If $t$ is the number of bits needed for the fractional part of the fixed point number, we can calculate how many bits are needed for each of these operations. To help in these calculations, i will define the $y = bits(x)$ function, were $y$ is the number of bits used to represent the integer part of $x$.

When calculating $w_i x_i$ we do a fixed point multiplication with a weight and a number between zero and one. The number of bits needed in this calculation is calculated in equation 4.1.

$$\begin{array}{ll} t + bits(w_i) + t + bits(x_i) & = t + bits(w_i) + t + 0 & = 2t + bits(w_i) & \end{array}$$ (4.1)

When calculating the activation function in fixed point numbers, it is calculated as a stepwise linear function. In this function the dominating calculation is a multiplication between a fixed point number between zero and one and the input to the activation function. From the input to the activation function another fixed point number is subtracted before the multiplication. The number of bits needed in this calculation is calculated in equation 4.2.

$$2t + bits \left( w_{n+1} \sum_{i=0}^{n}w_i x_i \right) + 1$$ (4.2)

Since the highest possible output of the sum function is higher than the highest possible weight, this operation is the dominating operation. This implies, that if I can prove that an overflow will not occur in this operation, I can guarantee that an overflow will never occur.

When saving the ANN in the fixed point format, I can calculate the number of bits used for the integer part of the largest possible value that the activation function can be given as a parameter. This value is named $m$ in equation 4.3, which calculates the position of the decimal point $f$ for a $n$ bit signed integer (remembering that one bit is needed for the sign).

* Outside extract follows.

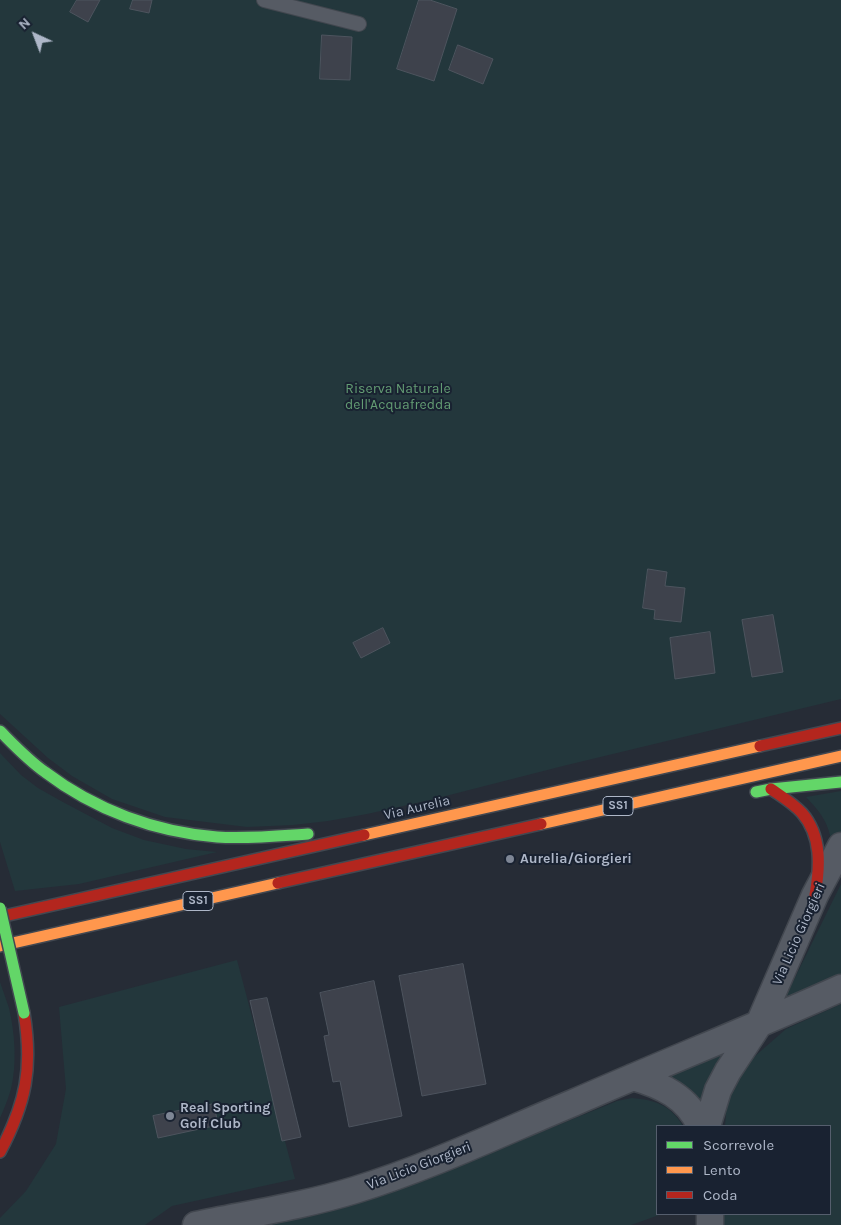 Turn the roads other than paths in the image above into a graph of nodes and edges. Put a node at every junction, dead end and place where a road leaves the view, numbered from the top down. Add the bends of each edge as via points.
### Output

$$f = \frac{n-2-m}{2}$$ (4.3)

4.5 Code Design

Section 3.3 describes the optimization techniques used when implementing the library. This section will not elaborate on this, but rather explain which techniques is used in the low-level code design, in order to make the library easy to use and maintain.

The library is written in ANSI C which puts some limitations on a programmer like me, who normally codes in C++. However, this is not an excuse for writing ugly code, although allocating all variables at the beginning of a function will never be pretty.

I have tried to use comprehensible variable and function names, I have also tried only using standard C functions, in order to make the library as portable as possible. I have made sure that I did not create any global variables and that all global functions or macros was named in a way, so that they would not easily interfere with other libraries (by adding the name fann). Furthermore, I have defined some macros which are defined differently in the fixed point version and in the floating point version. These macros help writing comprehensible code without too many #ifdef's.